Write out the listing exactly, dropping any picture it contains.

DATASET RECORDS below:

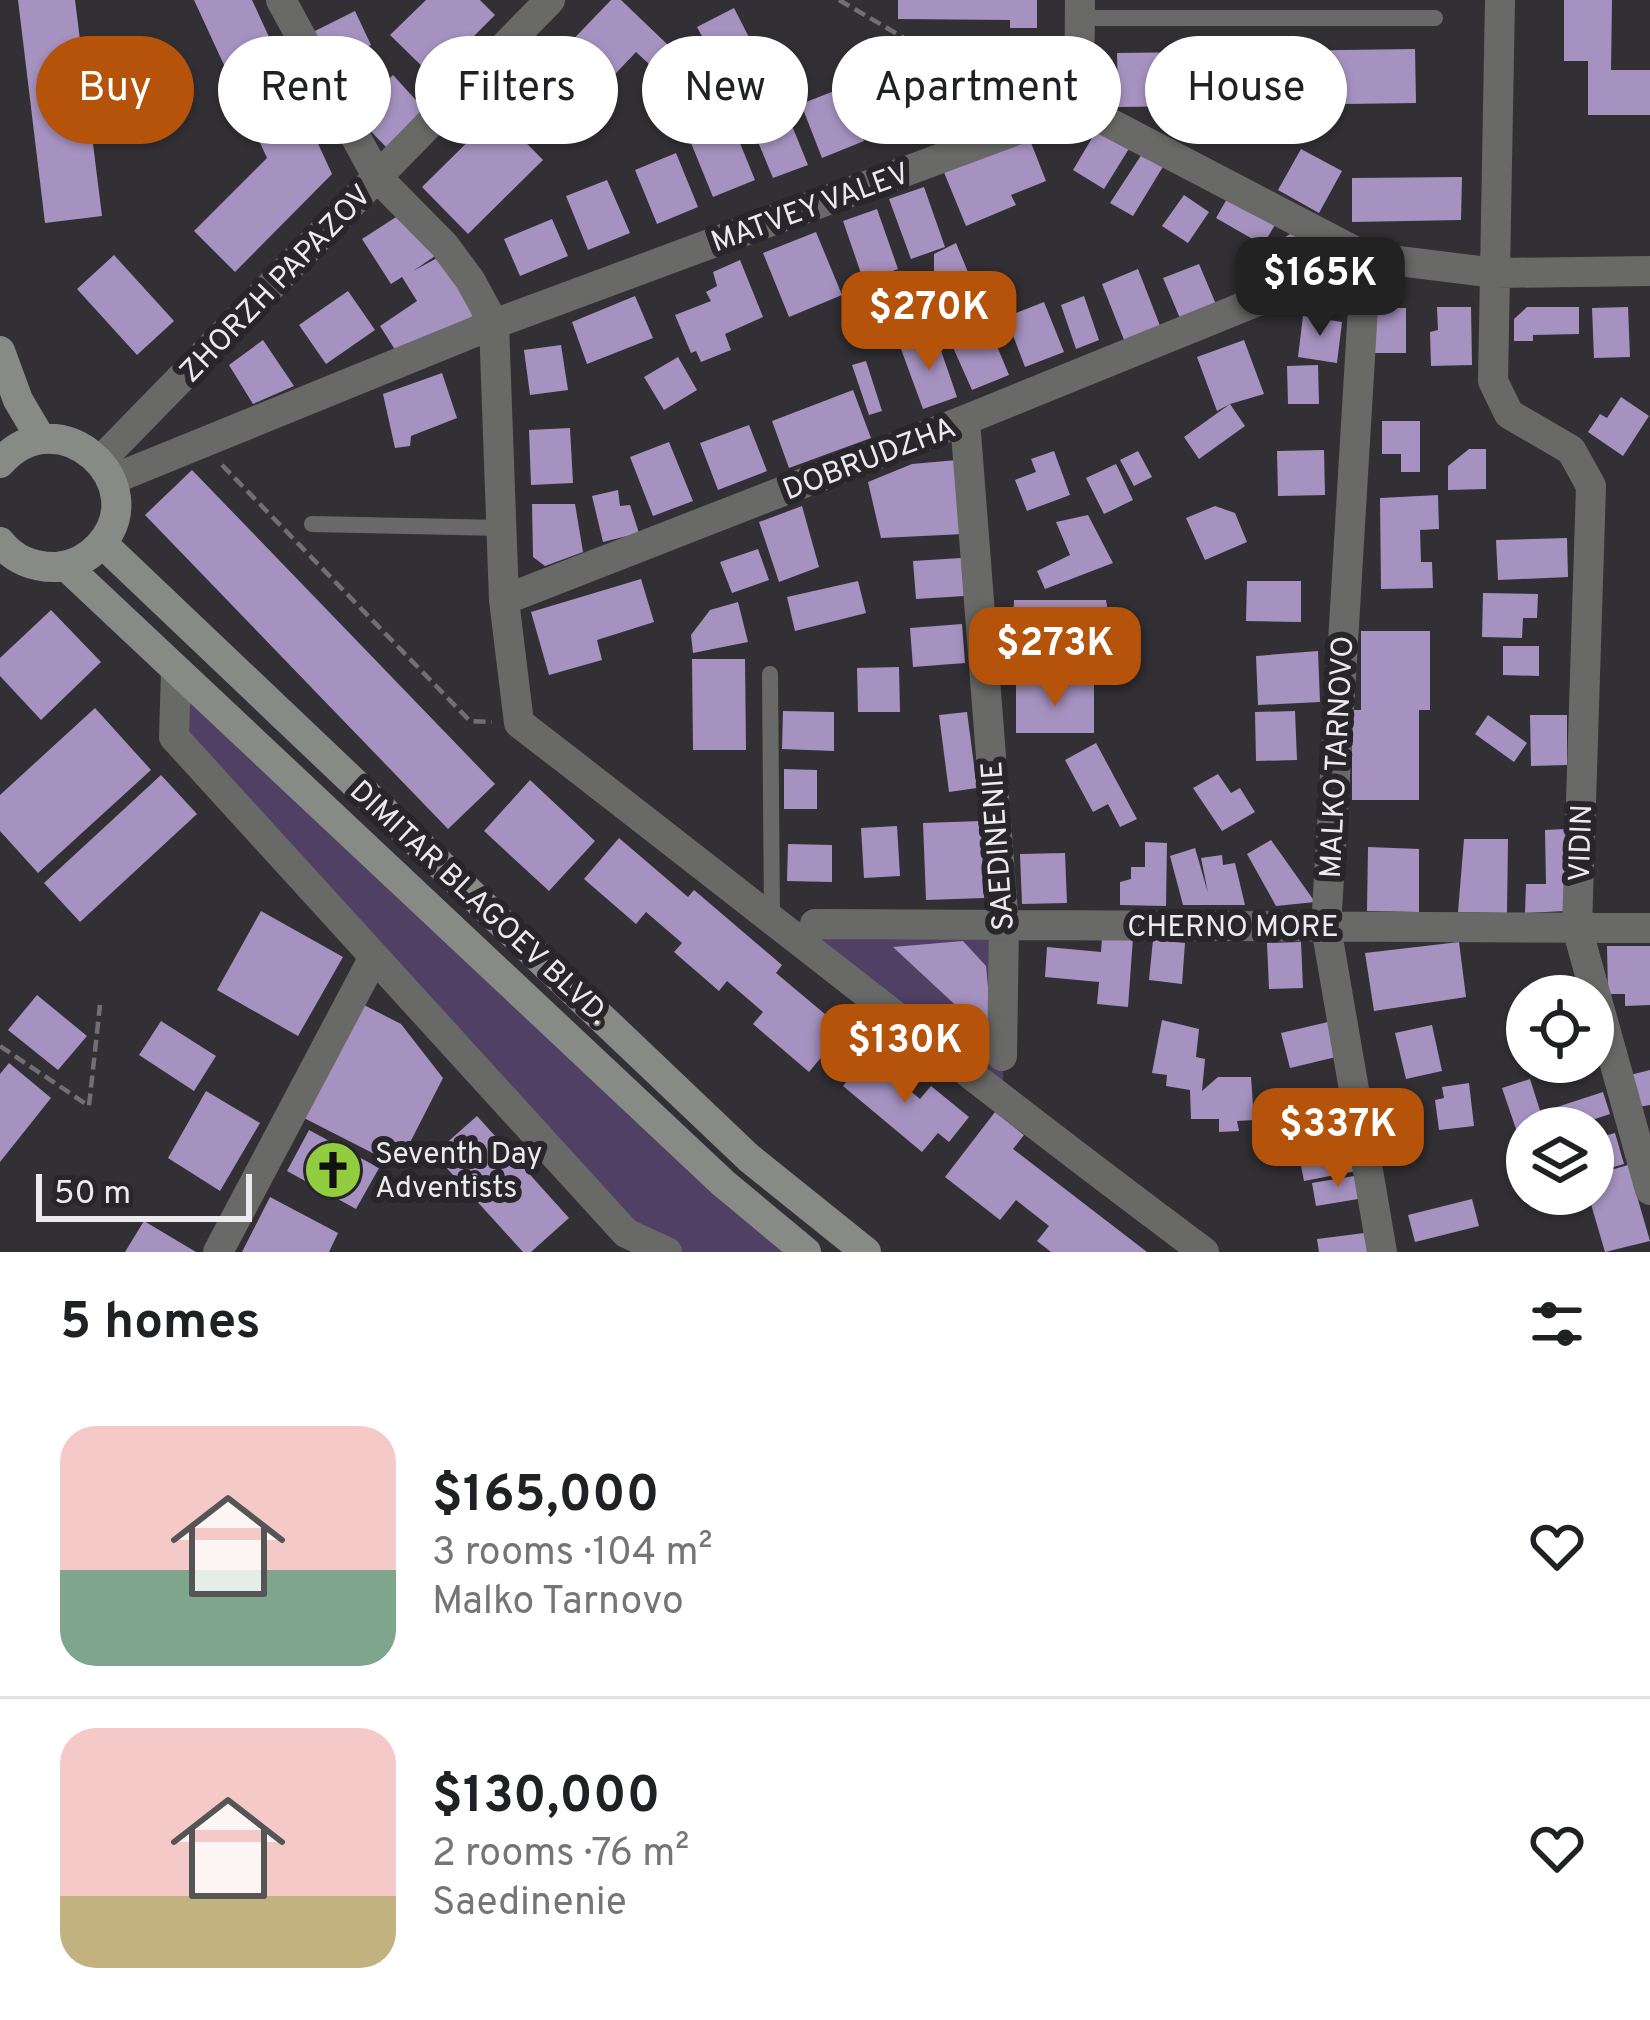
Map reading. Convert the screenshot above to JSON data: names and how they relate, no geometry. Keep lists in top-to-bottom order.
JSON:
{
  "streets": {
    "main road": ["DIMITAR BLAGOEV BLVD."],
    "street": [
      "MATVEY VALEV",
      "ZHORZH PAPAZOV",
      "DOBRUDZHA",
      "MALKO TARNOVO",
      "VIDIN",
      "SAEDINENIE",
      "CHERNO MORE"
    ]
  },
  "crossings": [
    ["MATVEY VALEV", "ZHORZH PAPAZOV"],
    ["DOBRUDZHA", "MALKO TARNOVO"],
    ["DOBRUDZHA", "SAEDINENIE"],
    ["MALKO TARNOVO", "CHERNO MORE"],
    ["VIDIN", "CHERNO MORE"],
    ["SAEDINENIE", "CHERNO MORE"]
  ],
  "places": {
    "church": ["Seventh Day Adventists"]
  },
  "scale_bar": "50 m",
  "page": {
    "chip": [
      "Buy",
      "Rent",
      "Filters",
      "New",
      "Apartment",
      "House"
    ],
    "price": [
      "$165K",
      "$270K",
      "$273K",
      "$130K",
      "$337K"
    ],
    "scale": "50 m",
    "heading": "5 homes",
    "list": [
      {
        "name": "$165,000",
        "note": "3 rooms · 104 m² · Malko Tarnovo"
      },
      {
        "name": "$130,000",
        "note": "2 rooms · 76 m² · Saedinenie"
      }
    ]
  }
}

End of DATASET RECORDS.

**SOLUTION TO THIS EXERCISE:**
Map reading. Convert the screenshot above to JSON data: names and how they relate, no geometry. Keep lists in top-to-bottom order.
JSON:
{
  "streets": {
    "main road": ["DIMITAR BLAGOEV BLVD."],
    "street": [
      "MATVEY VALEV",
      "ZHORZH PAPAZOV",
      "DOBRUDZHA",
      "MALKO TARNOVO",
      "VIDIN",
      "SAEDINENIE",
      "CHERNO MORE"
    ]
  },
  "crossings": [
    ["MATVEY VALEV", "ZHORZH PAPAZOV"],
    ["DOBRUDZHA", "MALKO TARNOVO"],
    ["DOBRUDZHA", "SAEDINENIE"],
    ["MALKO TARNOVO", "CHERNO MORE"],
    ["VIDIN", "CHERNO MORE"],
    ["SAEDINENIE", "CHERNO MORE"]
  ],
  "places": {
    "church": ["Seventh Day Adventists"]
  },
  "scale_bar": "50 m",
  "page": {
    "chip": [
      "Buy",
      "Rent",
      "Filters",
      "New",
      "Apartment",
      "House"
    ],
    "price": [
      "$165K",
      "$270K",
      "$273K",
      "$130K",
      "$337K"
    ],
    "scale": "50 m",
    "heading": "5 homes",
    "list": [
      {
        "name": "$165,000",
        "note": "3 rooms · 104 m² · Malko Tarnovo"
      },
      {
        "name": "$130,000",
        "note": "2 rooms · 76 m² · Saedinenie"
      }
    ]
  }
}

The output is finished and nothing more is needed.